JAKUB ZOSTAŁ SAM. Taksówka sunęła powoli, przeciskając się pomiędzy samochodami, czasem wjeżdżała na chodnik i wtedy jechała jeszcze wolniej, ale przynajmniej mogła ominąć korek. Pieszych wymiotło, jakby miasto opanowała epidemia. W głębi jednej z uliczek Jakub zauważył sylwetkę człowieka okutanego od stóp do głów w szaty koloru piasku. Kilka małych drzewek w donicach stojących na chodniku było zupełnie suchych. Za to palma na rondzie de Gaulle’a miała dużo więcej liści niż jesienią, ale one były z plastiku.
Wjechali na rondo Praw Kobiet. Na olbrzymim świetlnym billboardzie migotały cyfry.
– Dwa, siedem, sześć, cztery, sześć, osiem, jeden, cztery, osiem, cztery – przeczytał powoli Jakub.
– Zostało dwa miliardy siedemset sześćdziesiąt cztery miliony sześćset osiemdziesiąt jeden tysięcy czterysta osiemdziesiąt cztery – powiedział. – Wczoraj było dwa miliardy siedemset sześćdziesiąt cztery miliony sześćset osiemdziesiąt dziewięć tysięcy siedemset pięćdziesiąt dwa. Dzisiaj znowu jest mniej. Ale to i tak dużo ludzi. Jak myślisz, to dużo czy mało?

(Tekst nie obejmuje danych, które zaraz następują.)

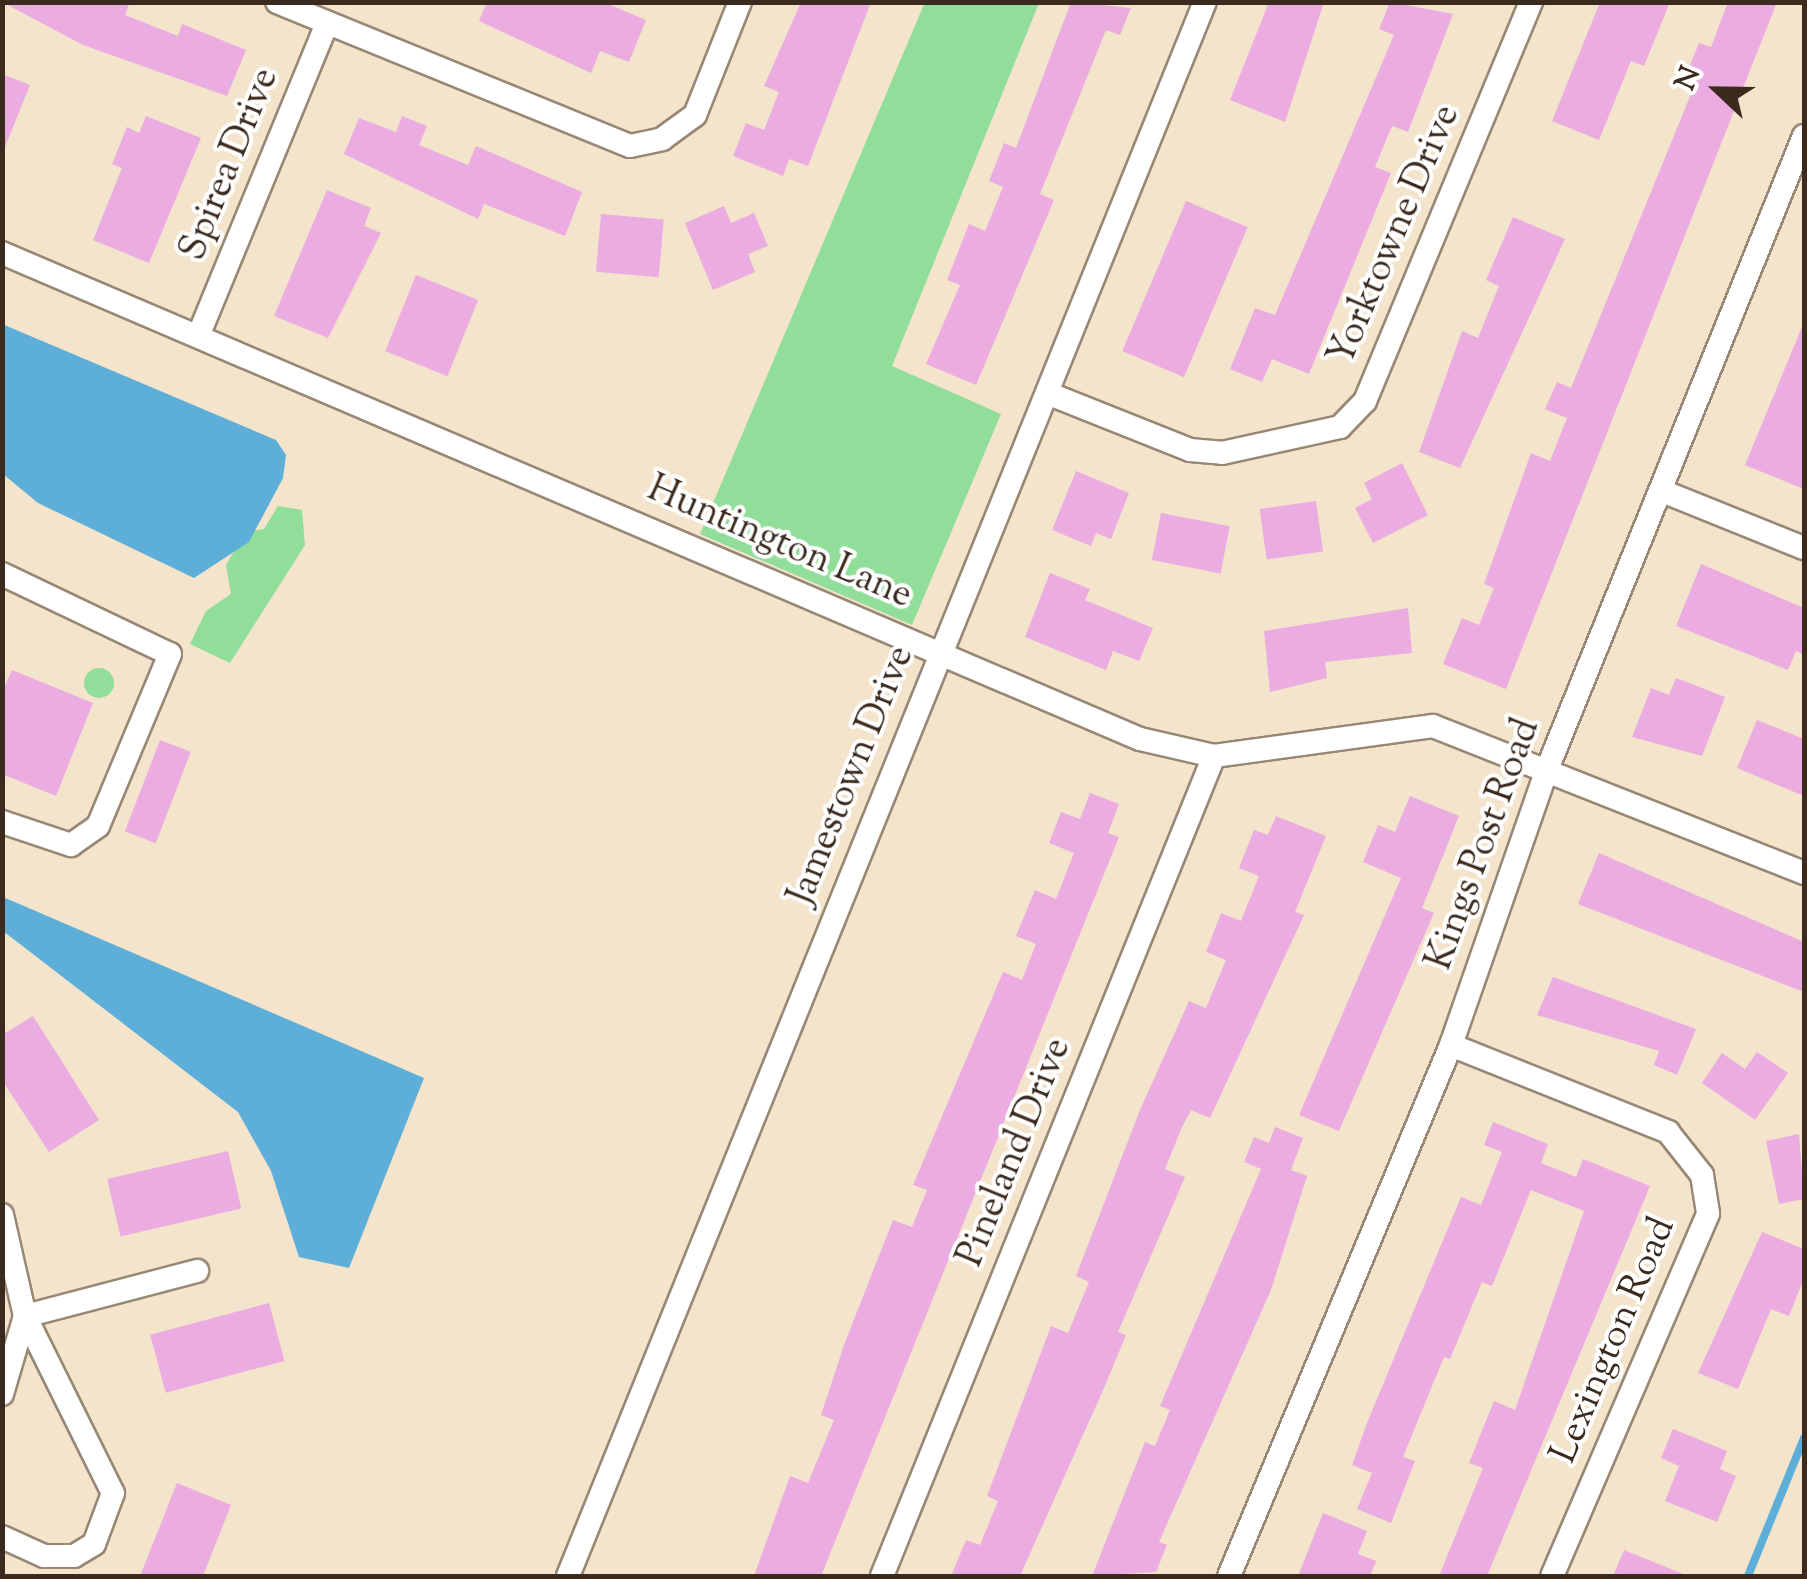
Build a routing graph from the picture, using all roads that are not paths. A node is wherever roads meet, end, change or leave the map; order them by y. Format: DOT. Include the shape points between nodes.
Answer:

– Nie umiem tego ocenić – powiedziała taksówka męskim głosem.
Na następnym billboardzie Jakub zobaczył charakterystyczną sylwetkę konika morskiego. I napis HIPPOCAMPUS.
– Konik morski! – krzyknął i rozpłakał się. – Myślisz, że wszystkie koniki umarły? – spytał przez łzy.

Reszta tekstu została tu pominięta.